El domingo de Pascua nunca puede caer ni antes del 22 de marzo ni después del 25 de abril. Este año inicia el domingo 14 de abril y termina el 20 de abril.

14 abril Semana Santa & Domingo de Ramos
15 abril Lunes Santo
16 abril Martes Santo
17 abril Miércoles Santo
18 abril Jueves Santo
19 abril Viernes Santo
20 abril Sábado Santo (Sábado de Gloria)
21 abril Domingo de Resurrección (Domingo de Pascua) & Pascua
22 abril Lunes de Pascua

Luna llena, foto Web.

¿A qué se deben los cambios de fecha de la Semana Santa?

Las fechas religiosas Católicas tienen su origen en la adaptación de celebraciones paganas con raíz astronómica y mezclas del judaísmo ‘viejotestamentario‘ y están relacionadas a menudo con los cambios de estación. La Semana Santa es particularmente importante pues de su fecha dependen otras celebraciones religiosas (como el Pentecostés y la Ascensión).

Fijar la fecha de la Pascua de Resurrección también es importante para la sociedad civil, pues algunas de estas celebraciones religiosas tienen reflejo en el calendario laboral.

Hasta el principio del siglo VI, (descubrimiento América trajo otro reto geográfico) en el cristianismo reinaba una gran confusión sobre la fecha adecuada para celebrar las Pascuas y diferentes grupos tenían sus criterios propios y diferenciados para fijarla. Aunque en el Concilio de Arlés (año 314) ya se reconoció la necesidad de fijar una fecha común de celebración para toda la cristiandad, el embrollo se prolongó hasta el año 525, cuando Dionisio el Exiguo, adoptó unos criterios claros (procedían de la iglesia de Alejandría) y emitió una normativa desde Roma.

La norma era aproximadamente la expresada más arriba, pero así enunciada, planteaba importantes problemas a la hora de ponerla en práctica.

Resulta que el equinoccio de la primavera boreal no tiene una fecha fija, sino que puede oscilar entre el 20 y 22 de marzo y, de no calcularlo con criterios astronómicos, ello podía introducir confusiones a la hora de calcular el primer plenilunio (la primera luna llena luego del equinoccio de primavera).

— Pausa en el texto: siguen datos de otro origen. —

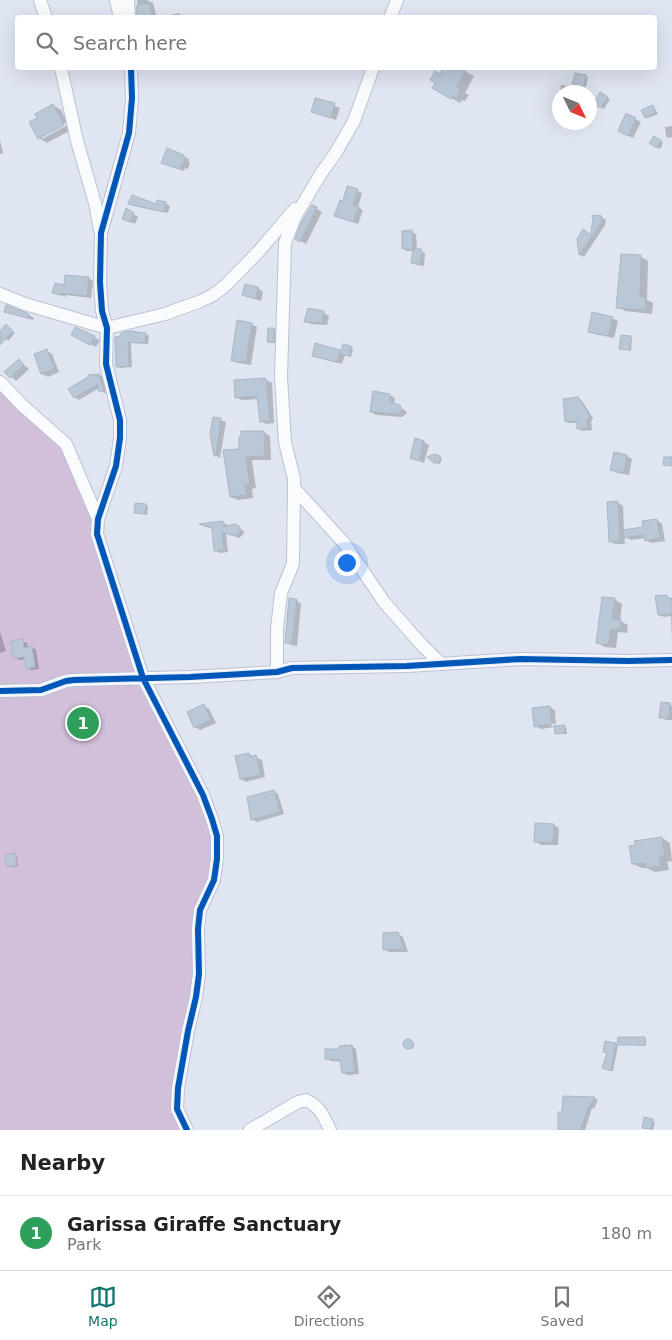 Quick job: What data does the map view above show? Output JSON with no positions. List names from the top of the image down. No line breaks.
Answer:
{"north":"bottom right","page":{"search":"Search here","pins":"1","heading":"Nearby","list":[{"mark":"1","name":"Garissa Giraffe Sanctuary","note":"Park","value":"180 m"}],"nav":["Map","Directions","Saved"]}}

Por otro lado, la fecha local del plenilunio puede cambiar de un día de acuerdo con el emplazamiento geográfico, además, para diferenciar muy claramente la Pascua cristiana de la Pascua judía, no se deseaba que ambas coincidiesen nunca en la misma fecha.

Teniendo todos estos elementos en cuenta, se estableció la regla completa (y correcta) para la determinación de la Pascua: El domingo de Pascua es el siguiente a la primera Luna llena ‘eclesiástica‘ (un plenilunio ficticio definido por la Iglesia mediante tablas numéricas) que se da en otras el 21 de marzo.

Esta regla lleva implícito que cuando el plenilunio eclesiástico cae en domingo, la Pascua se celebra el domingo siguiente, lo cual impide que la Pascua cristiana coincida con la judía.

Afortunadamente, casi no se recurre a esta regla completa y exacta, más que en contadas ocasiones y la regla simple suele funcionar para un elevadísimo número de años.

En conclusión, esta regla se desprende que la Pascua de Resurrección nunca puede ser antes del 22 de marzo (cuando el plenilunio sucede un 21 de marzo que además es sábado), ni después del 25 de abril, cuando hay plenilunio el 20 de marzo y además, el 18 de abril –fecha del siguiente plenilunio– es un domingo, lo que provocaría retrasar la Pascua una semana.